4. Der Kunde wünscht das die Drähte nach dem Prinzip "+Ort-Bauteil:Anschluss" beschriftet werden.

Variante 1 bis 3 halte ich persönlich für halbherzig und diese sind auch nicht unbedingt eindeutig, da wie vorher schon erwähnt die Bezeichnungen öfters auffindbar sind, oder eben zwingend ein Plan dafür bearbeitet werden muß. Die Variante 4 ist 'Mein Standard', weil eben der Draht eindeutig zu einem Bauteil UND dem passenden Anschluss zugeordnet werden kann...

Zu einem Vorgabe-Standard sollte daß aber nicht werden!!! Wenn, dann entscheiden das wieder Leute, die sich noch nicht einen haben Abfummeln müssen... Außerdem: Wenn jemand in einem Schaltschrank nichts verloren hat, bringen Beschriftungen auch nichts wenn es um Sicherheit etc. geht...

MfG
Ch. Vogel


----------



## Sicherheitsschwalbe (30 Juli 2019)

Hallo, 

gibt es hier bereits eine empfohlene Vorgehensweise, wenn Maschinen der Norm EN 60204-1 entsprechen müssen?

Reicht hier Zielverdrahtung aus?
--> Mit Hilfe der Dokumentation (Schaltplan) sind die einzelnen Leiter identifizierbar. 

Wie ist das mit Steckverbinder?

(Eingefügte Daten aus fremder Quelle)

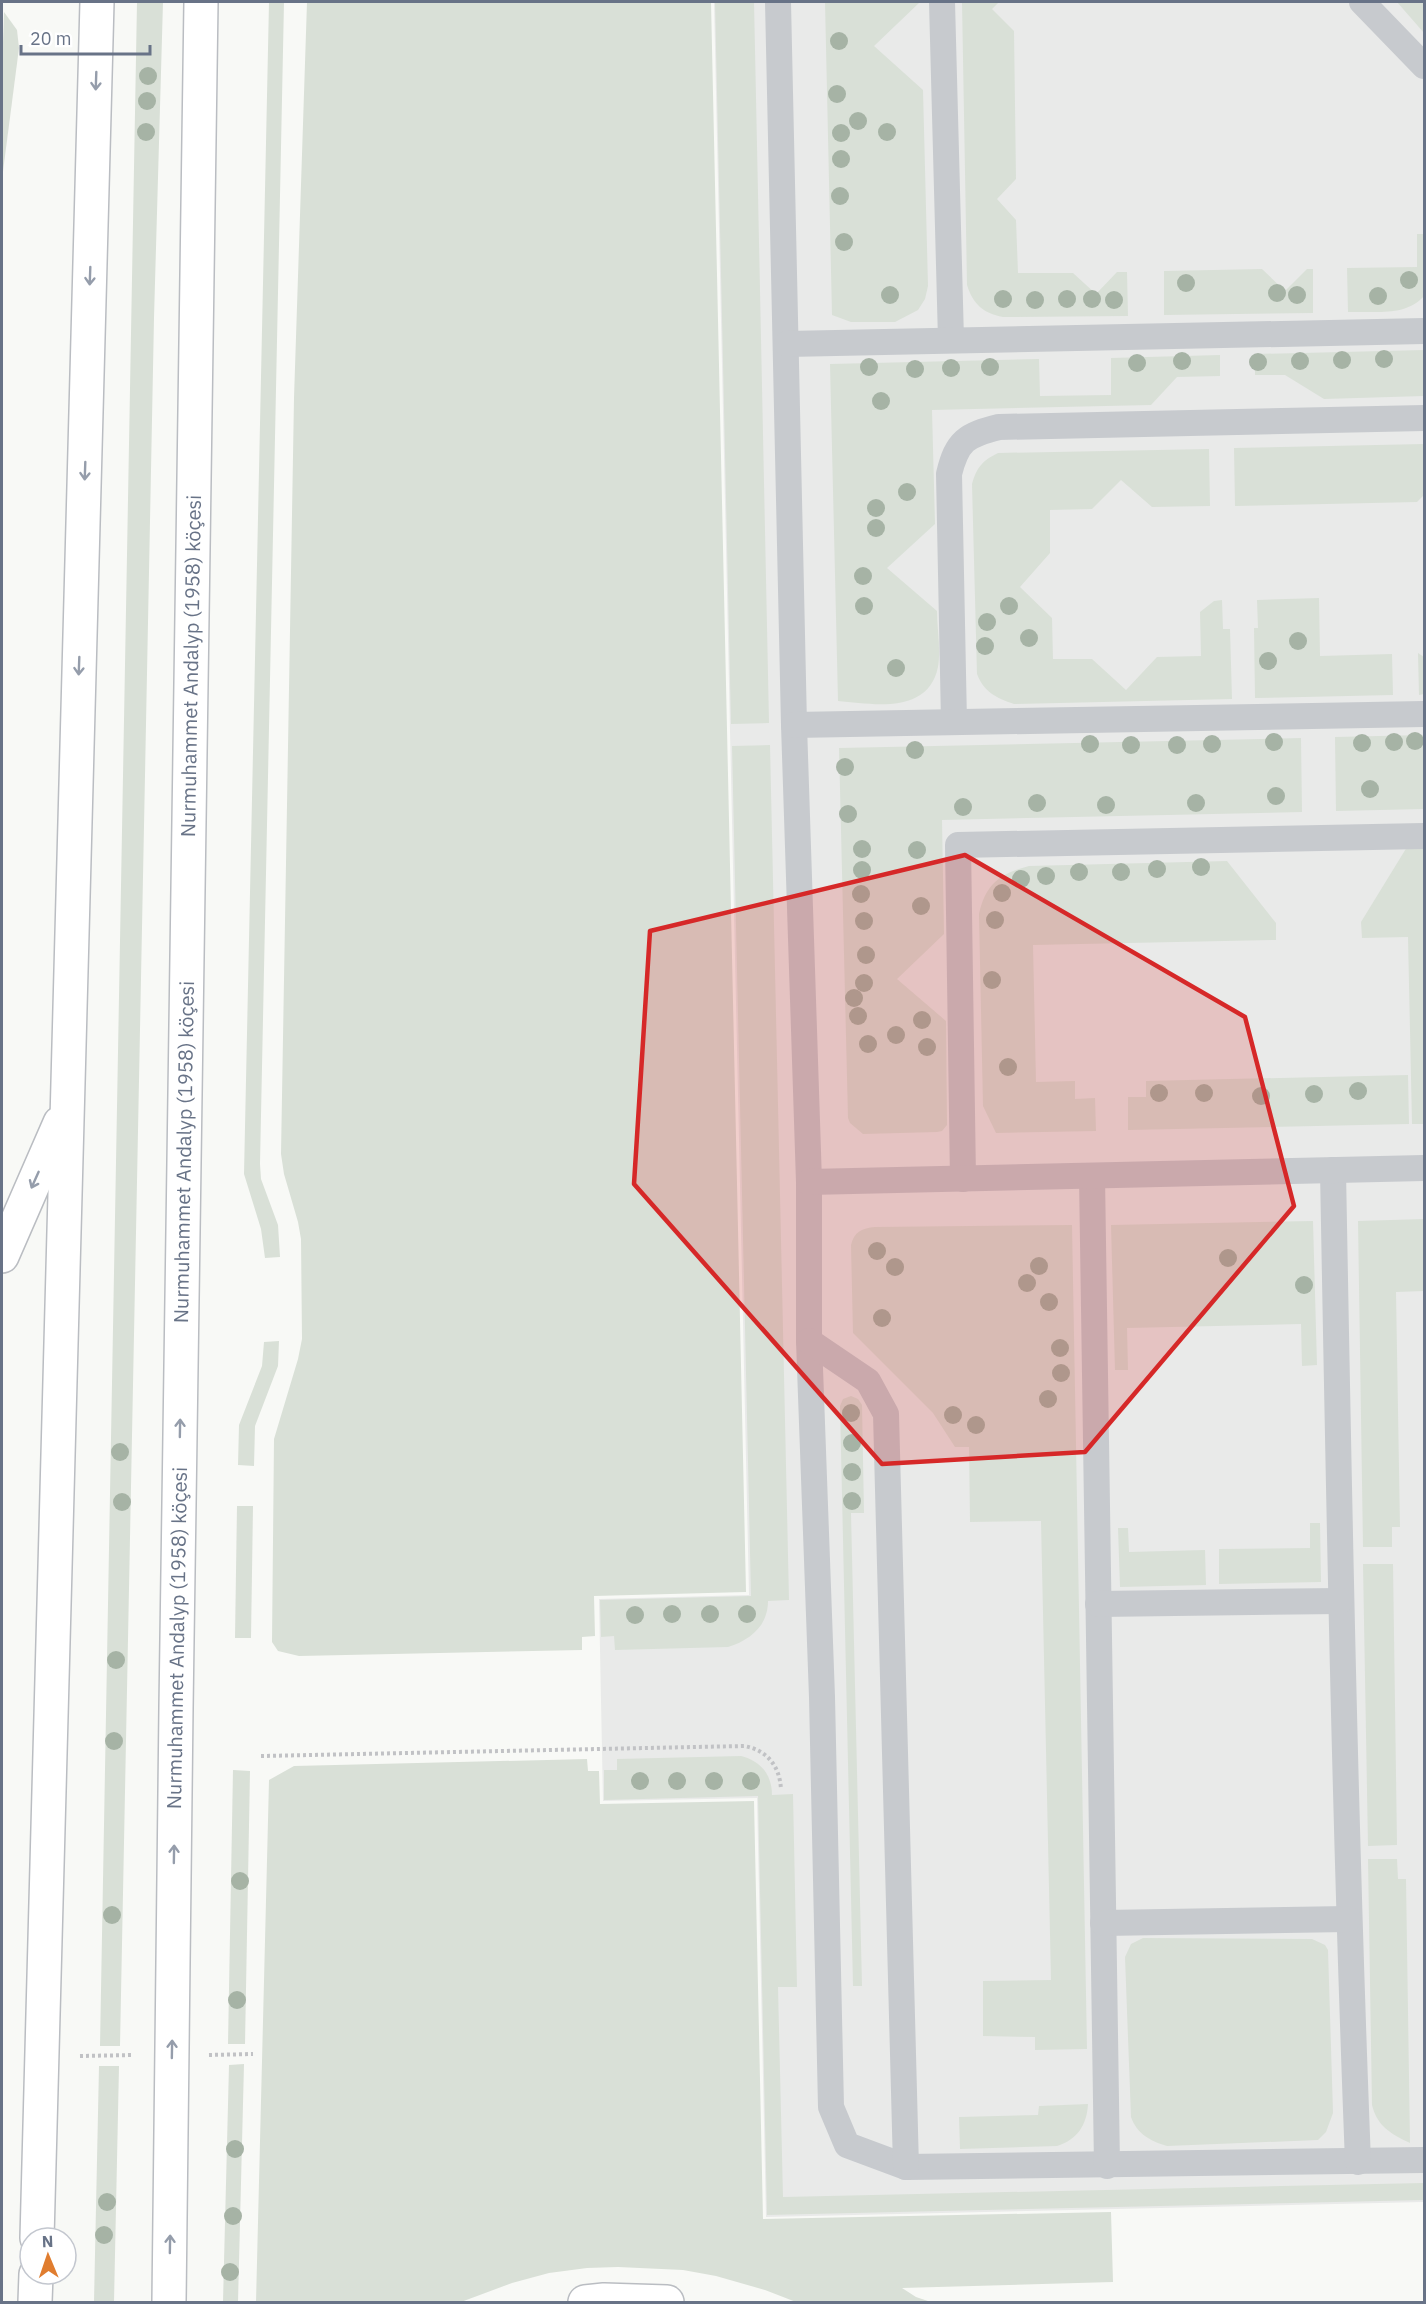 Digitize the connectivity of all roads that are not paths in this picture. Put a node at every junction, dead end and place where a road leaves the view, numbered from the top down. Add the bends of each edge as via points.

Müssen hier überhaupt Kennzeichnungen vorhanden sein? Bei einer Steckverbindung (z.B. SPS-Modul) muss bei einem Austausch kein Kabel ausgewechselt werden.


----------



## Grisu122 (7 August 2019)

Hallo,

Bei uns wird der Schaltschrank als Zielverdrahtung in Eplan gezeichnet.

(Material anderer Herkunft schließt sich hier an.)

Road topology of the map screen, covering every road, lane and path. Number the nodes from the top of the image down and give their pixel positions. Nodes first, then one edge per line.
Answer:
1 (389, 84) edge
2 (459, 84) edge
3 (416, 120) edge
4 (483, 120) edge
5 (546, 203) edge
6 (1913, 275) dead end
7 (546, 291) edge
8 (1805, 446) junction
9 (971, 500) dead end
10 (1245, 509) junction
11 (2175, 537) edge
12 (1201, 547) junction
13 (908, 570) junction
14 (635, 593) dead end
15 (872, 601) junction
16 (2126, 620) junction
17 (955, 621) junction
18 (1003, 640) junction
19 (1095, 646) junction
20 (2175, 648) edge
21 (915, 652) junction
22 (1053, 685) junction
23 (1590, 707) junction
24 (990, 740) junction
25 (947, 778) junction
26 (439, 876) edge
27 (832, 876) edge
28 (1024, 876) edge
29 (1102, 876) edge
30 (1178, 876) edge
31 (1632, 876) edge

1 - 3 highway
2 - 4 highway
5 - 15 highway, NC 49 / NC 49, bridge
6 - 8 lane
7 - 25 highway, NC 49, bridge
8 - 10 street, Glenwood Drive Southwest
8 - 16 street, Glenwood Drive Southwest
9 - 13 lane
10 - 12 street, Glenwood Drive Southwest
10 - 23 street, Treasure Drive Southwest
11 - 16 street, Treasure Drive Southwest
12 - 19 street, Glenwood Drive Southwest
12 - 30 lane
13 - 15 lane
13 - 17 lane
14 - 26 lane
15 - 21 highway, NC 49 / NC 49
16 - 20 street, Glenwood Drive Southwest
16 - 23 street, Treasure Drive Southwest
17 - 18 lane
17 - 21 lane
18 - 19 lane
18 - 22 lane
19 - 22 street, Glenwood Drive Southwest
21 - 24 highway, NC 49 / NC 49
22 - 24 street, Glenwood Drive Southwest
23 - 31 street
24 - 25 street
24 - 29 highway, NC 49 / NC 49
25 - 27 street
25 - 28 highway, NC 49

Danach werden die benötigten Adern gleich mit der richtigen Länge, Aderendhülsen und Geräte + Anschlussnummer bedruckt.

Das ganze geht voll automatisch wenn der Schaltplan richtig gezeichnet ist.

Führen wir so bei allen Schaltschränken standardmäßig aus.

Lg

Gesendet von meinem ONEPLUS A6003 mit Tapatalk


----------



## winnman (7 August 2019)

Bei uns wird in Zwangsverdrahtung gezeichnet.

Adernkennzeichnung erfolgt nicht.

Worste Case ist also an einer Klemme mit 2 angeschlossenen Adern die jeweiligen Gegenpartner zu finden -> Wer das nicht hinbringt hat am Schaltschrank nichts verloren!


----------



## wackelkontakt (27 August 2019)

Tag zusammen, 

wir haben hier auch Schaltschränke, die komplett beschriftet sind. Wir deuten die Norm so, dass Jede einzelne Ader beschriftet sein muss. Zusätzlich gibt es die Anforderung, dass z.B Blau für Steuerkreise genutzt werden sollte usw. 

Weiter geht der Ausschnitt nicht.